On the note of diet, some weightlifters and other aspiring strongmen (and women) take supplements like creatine. If you’re not familiar, creatine is a type of amino acid that enhances muscle mass. Our bodies can produce creatine, but only to a certain degree. If you want even bigger muscles, a supplement like this might be a good place to start.
Having big muscles does not necessarily make one strong, though. That comes from putting in the work at the weight room, be that at your local gym or at home. Here are some exercises you can begin incorporating into your routine to increase your strength:
- Bicep curl into shoulder press: To do a shoulder press, you want your legs spaced out to your hips. With a dumbbell in each hand, lift shoulder-height. Make sure you turn the dumbbells out as you go so your palms are inward. Then raise the dumbbells up over your head, lowering them the opposite of how you lifted them.
- Pull-up: Pull-ups may look easy, but they’re actually anything but. You don’t even need any advanced equipment to do them!
- Bent–over row: Train your biceps, shoulders, and back with a bent-over row or several. Again, you need dumbbells for this. With your palms inward, hold the dumbbells, then bend at the knees and the waist. Now pull the dumbbell towards your midsection without moving your torso. Repeat.
- Bench press: Bench pressing is another test of strength. When you first start, you probably won’t be able to press a lot of weight. With time and perseverance, that will change.
- Bridge: The bridge is a yoga move that calls for no equipment at all (except a mat for comfort). You want to lie down, keeping your feet on the ground. Now raise the hips, not using your arms to do so. Put some pressure on your glutes to get the most of this exercise.
- Deadlift: With deadlifting, you use a lot of muscles. This can be a difficult one to master at first, but once you do, it’s so, so worth it.
- Step-up: Sort of like a squat but not quite, step-ups have you bending the knees at an angle of 90 degrees while on a bench, chair, or step. You want to take turns stepping up and down off the platform with each leg, doing about 15 steps each.
- Squats: To squat correctly, space your feet further out than your hips. Now bend straight down, keeping your back upright as you do. Come back up and repeat.

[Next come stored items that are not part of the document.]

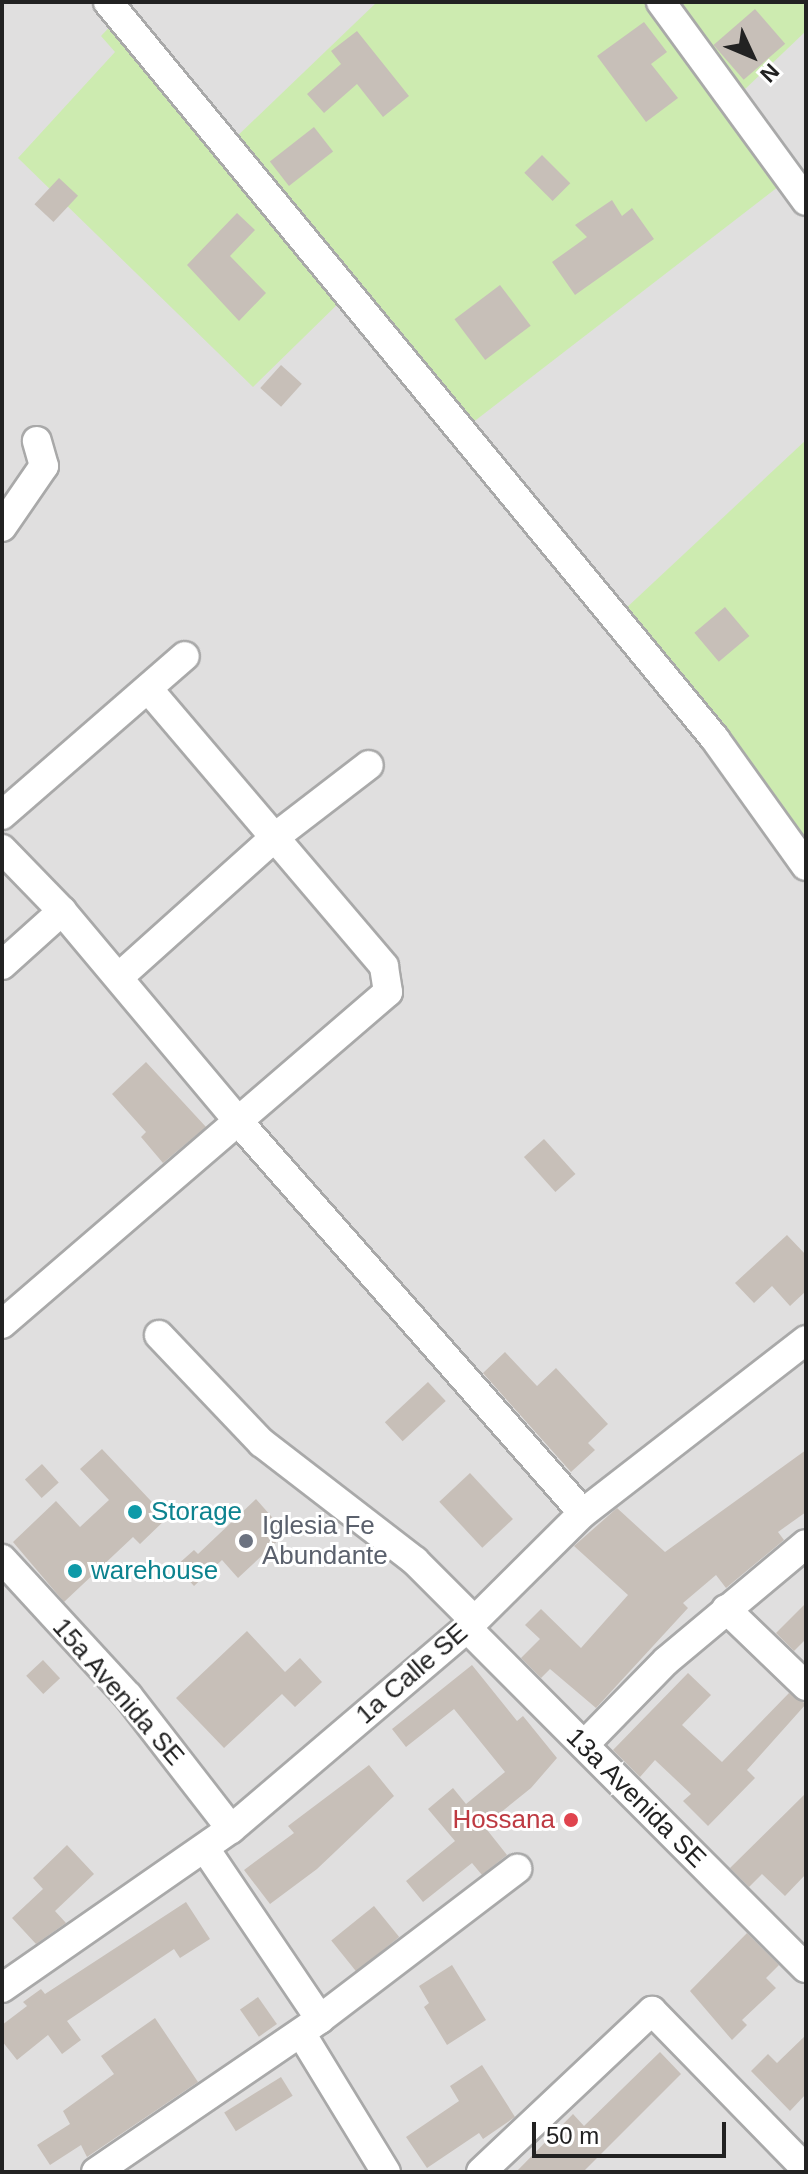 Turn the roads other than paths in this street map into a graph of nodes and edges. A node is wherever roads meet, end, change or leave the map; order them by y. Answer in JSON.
{"nodes":[{"id":1,"x":108,"y":2,"type":"edge"},
{"id":2,"x":661,"y":2,"type":"edge"},
{"id":3,"x":806,"y":201,"type":"edge"},
{"id":4,"x":37,"y":441,"type":"dead end"},
{"id":5,"x":2,"y":527,"type":"edge"},
{"id":6,"x":185,"y":656,"type":"dead end"},
{"id":7,"x":148,"y":689,"type":"junction"},
{"id":8,"x":369,"y":765,"type":"dead end"},
{"id":9,"x":2,"y":815,"type":"edge"},
{"id":10,"x":275,"y":837,"type":"junction"},
{"id":11,"x":2,"y":849,"type":"edge"},
{"id":12,"x":806,"y":866,"type":"edge"},
{"id":13,"x":62,"y":911,"type":"junction"},
{"id":14,"x":2,"y":965,"type":"edge"},
{"id":15,"x":119,"y":977,"type":"junction"},
{"id":16,"x":238,"y":1121,"type":"junction"},
{"id":17,"x":2,"y":1324,"type":"edge"},
{"id":18,"x":159,"y":1335,"type":"dead end"},
{"id":19,"x":806,"y":1340,"type":"edge"},
{"id":20,"x":583,"y":1513,"type":"junction"},
{"id":21,"x":806,"y":1544,"type":"edge"},
{"id":22,"x":2,"y":1559,"type":"edge"},
{"id":23,"x":726,"y":1609,"type":"junction"},
{"id":24,"x":470,"y":1624,"type":"junction"},
{"id":25,"x":806,"y":1686,"type":"edge"},
{"id":26,"x":584,"y":1745,"type":"junction"},
{"id":27,"x":231,"y":1829,"type":"junction"},
{"id":28,"x":206,"y":1850,"type":"junction"},
{"id":29,"x":517,"y":1869,"type":"dead end"},
{"id":30,"x":806,"y":1968,"type":"edge"},
{"id":31,"x":2,"y":1988,"type":"edge"},
{"id":32,"x":310,"y":2026,"type":"junction"},
{"id":33,"x":806,"y":2169,"type":"edge"},
{"id":34,"x":96,"y":2172,"type":"edge"},
{"id":35,"x":386,"y":2172,"type":"edge"},
{"id":36,"x":481,"y":2172,"type":"edge"}],
"edges":[{"from":1,"to":12,"type":"street"},
{"from":2,"to":3,"type":"street"},
{"from":4,"to":5,"type":"street"},
{"from":6,"to":7,"type":"street"},
{"from":7,"to":9,"type":"street"},
{"from":7,"to":10,"type":"street"},
{"from":8,"to":10,"type":"street"},
{"from":10,"to":15,"type":"street"},
{"from":10,"to":16,"type":"street"},
{"from":11,"to":13,"type":"street"},
{"from":13,"to":14,"type":"street"},
{"from":13,"to":15,"type":"street"},
{"from":15,"to":16,"type":"street"},
{"from":16,"to":17,"type":"street"},
{"from":16,"to":20,"type":"street"},
{"from":18,"to":24,"type":"street","name":"13a Avenida SE"},
{"from":19,"to":20,"type":"street","name":"1a Calle SE"},
{"from":20,"to":24,"type":"street","name":"1a Calle SE"},
{"from":21,"to":23,"type":"street"},
{"from":22,"to":27,"type":"street","name":"15a Avenida SE"},
{"from":23,"to":25,"type":"street"},
{"from":23,"to":26,"type":"street"},
{"from":24,"to":26,"type":"street","name":"13a Avenida SE"},
{"from":24,"to":27,"type":"street","name":"1a Calle SE"},
{"from":26,"to":30,"type":"street","name":"13a Avenida SE"},
{"from":27,"to":28,"type":"street","name":"1a Calle SE"},
{"from":28,"to":31,"type":"street","name":"1a Calle SE"},
{"from":28,"to":32,"type":"street"},
{"from":29,"to":32,"type":"street"},
{"from":32,"to":34,"type":"street"},
{"from":32,"to":35,"type":"street"},
{"from":33,"to":36,"type":"street"}]}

While an Austrian study from 2014 proclaimed that meat eaters were stronger and even more mentally sound than plant eaters, we don’t quite agree. There are a lot of bodybuilder vegans who have beaten world records, proving vegans can be even stronger than their meat-eating counterparts.
Diet is important in building strength, in that you must eat healthy. That’s possible for meat eaters and vegans alike.